● **AIM OF THE EXERCISE**
In the listing below, start your output at the line with "index dip: (1049, 802)" and end it after the line with "thumb mcp: (1198, 869)", copying every line exactly.

===== INFORMATION GIVEN

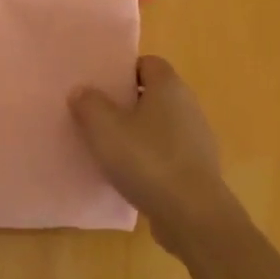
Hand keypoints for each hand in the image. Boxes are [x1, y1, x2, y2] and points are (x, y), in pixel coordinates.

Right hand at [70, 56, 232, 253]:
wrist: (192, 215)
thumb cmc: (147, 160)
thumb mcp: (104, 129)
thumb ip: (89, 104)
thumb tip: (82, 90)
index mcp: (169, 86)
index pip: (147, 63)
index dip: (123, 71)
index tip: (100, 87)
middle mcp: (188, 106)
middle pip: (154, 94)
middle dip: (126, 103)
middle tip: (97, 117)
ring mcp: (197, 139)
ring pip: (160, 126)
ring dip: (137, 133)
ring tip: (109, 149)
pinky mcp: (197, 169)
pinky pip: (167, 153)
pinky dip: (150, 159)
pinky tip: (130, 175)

==========
===== INFORMATION GIVEN

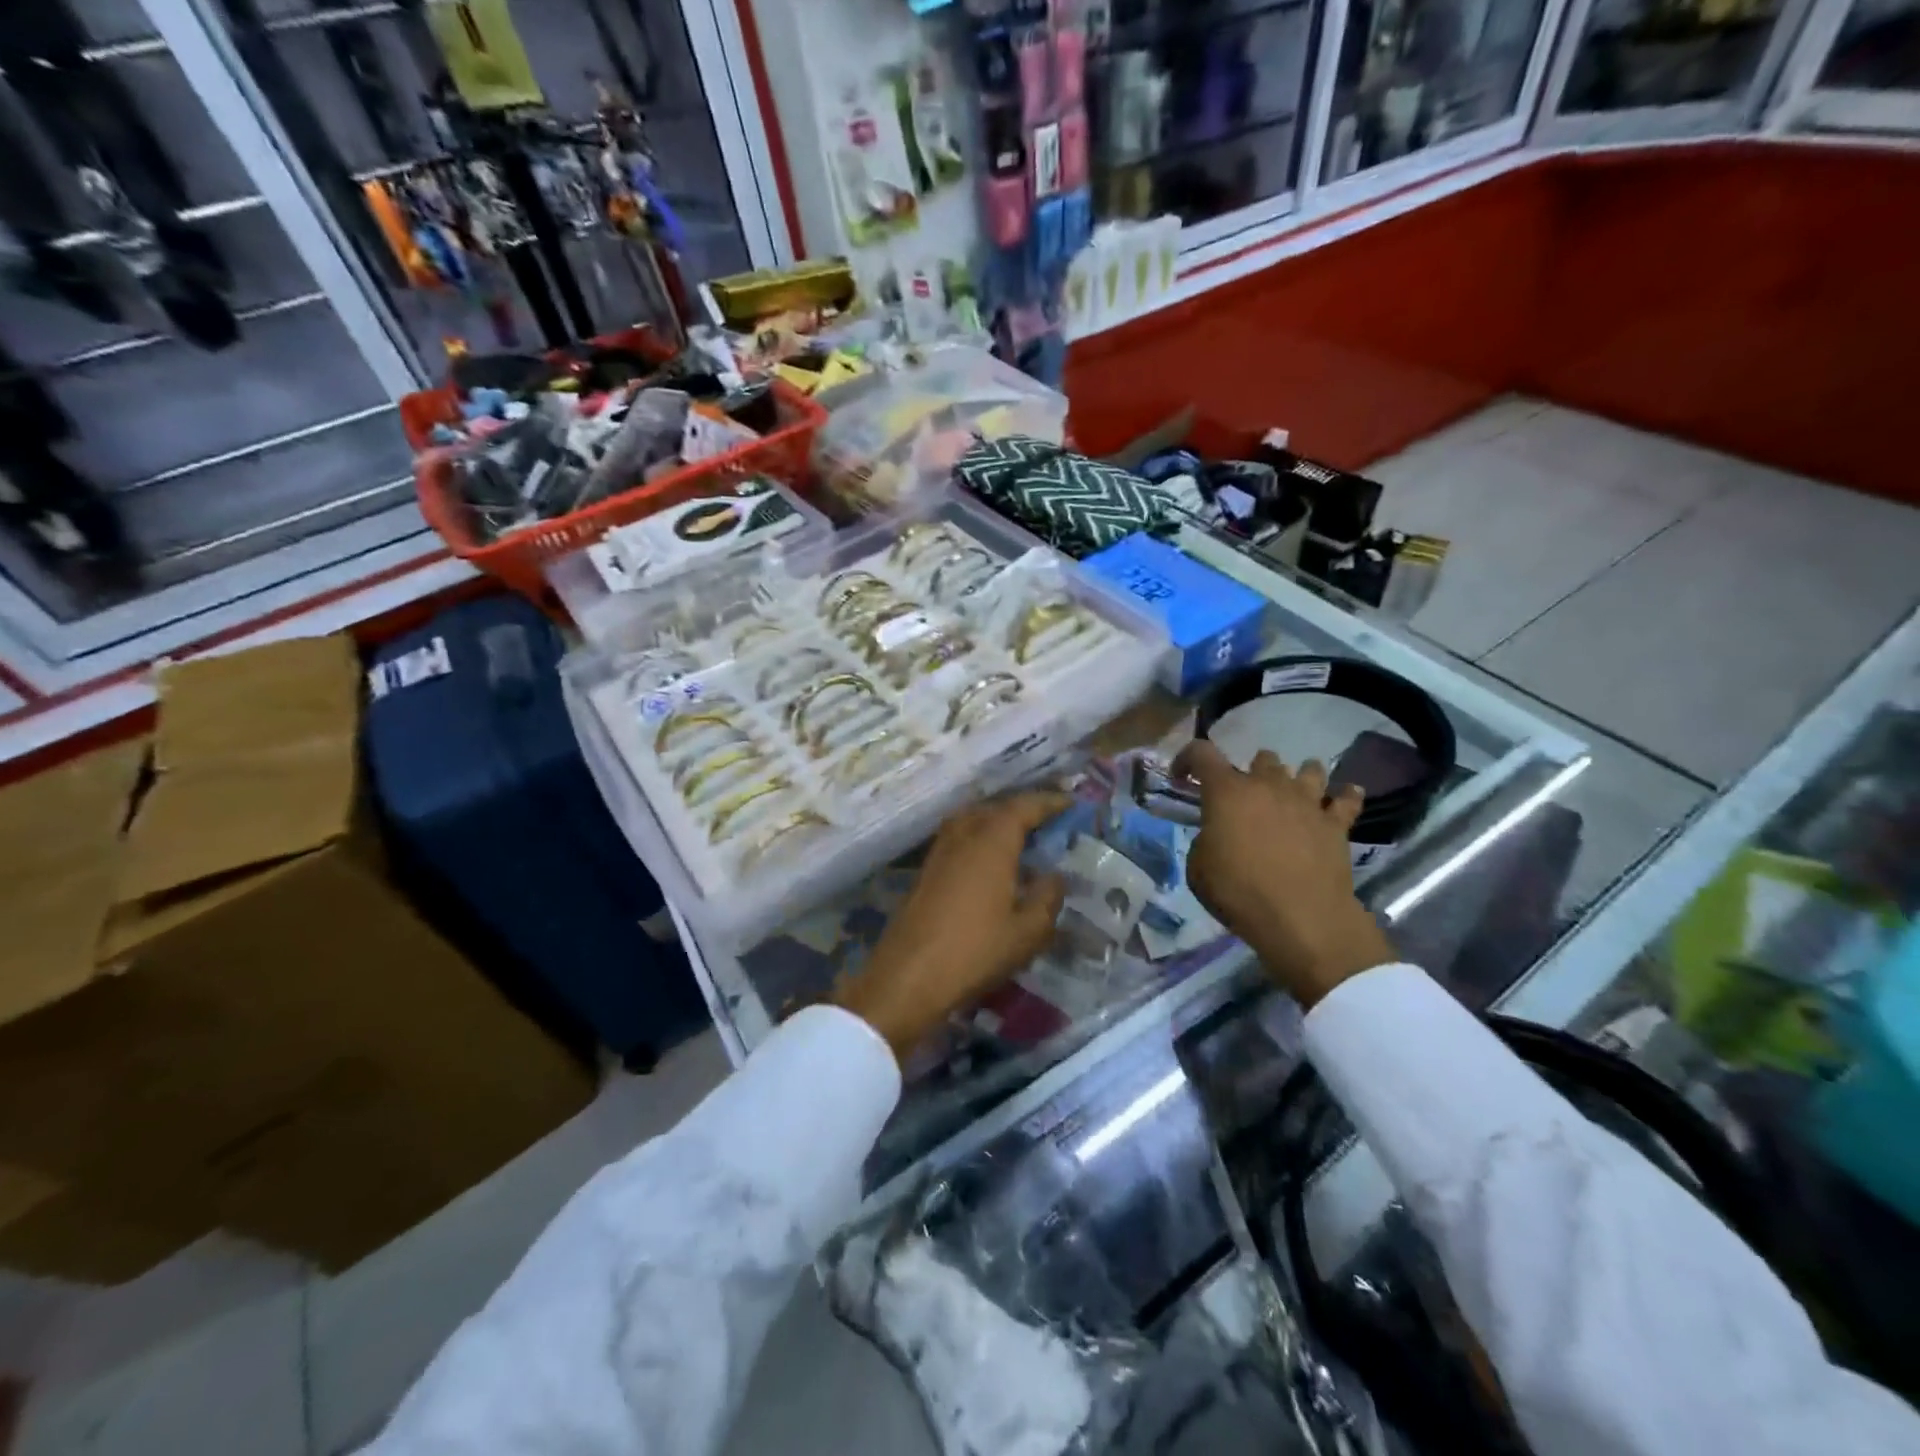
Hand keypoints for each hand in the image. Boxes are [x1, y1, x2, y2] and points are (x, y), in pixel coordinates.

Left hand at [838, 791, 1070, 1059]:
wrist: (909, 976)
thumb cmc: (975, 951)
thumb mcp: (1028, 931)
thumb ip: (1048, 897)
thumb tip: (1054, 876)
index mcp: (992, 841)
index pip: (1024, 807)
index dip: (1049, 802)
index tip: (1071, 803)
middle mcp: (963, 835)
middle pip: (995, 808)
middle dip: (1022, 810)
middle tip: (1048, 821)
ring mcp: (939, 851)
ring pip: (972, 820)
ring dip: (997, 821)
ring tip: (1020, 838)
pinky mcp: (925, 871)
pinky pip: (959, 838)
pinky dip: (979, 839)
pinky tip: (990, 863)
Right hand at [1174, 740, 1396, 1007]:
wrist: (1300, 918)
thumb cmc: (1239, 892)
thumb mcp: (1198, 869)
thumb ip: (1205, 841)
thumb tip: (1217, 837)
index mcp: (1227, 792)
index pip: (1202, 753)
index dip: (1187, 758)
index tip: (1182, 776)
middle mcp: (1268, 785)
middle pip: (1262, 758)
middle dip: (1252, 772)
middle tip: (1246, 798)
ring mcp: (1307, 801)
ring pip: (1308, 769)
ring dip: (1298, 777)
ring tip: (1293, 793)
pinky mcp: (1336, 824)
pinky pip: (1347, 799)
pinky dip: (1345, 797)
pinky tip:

==========

● **PROBLEM SOLUTION**
index dip: (1049, 802)
index tip: (1071, 803)
middle mcp: (963, 835)
middle pip: (995, 808)
middle dip: (1022, 810)
middle tip: (1048, 821)
ring mcp: (939, 851)
ring pip: (972, 820)
ring dip: (997, 821)
ring tip: (1020, 838)
pinky mcp: (925, 871)
pinky pip: (959, 838)
pinky dip: (979, 839)
pinky tip: (990, 863)
Right hand at [1174, 740, 1396, 1007]:
wrist: (1300, 918)
thumb cmc: (1239, 892)
thumb mcp: (1198, 869)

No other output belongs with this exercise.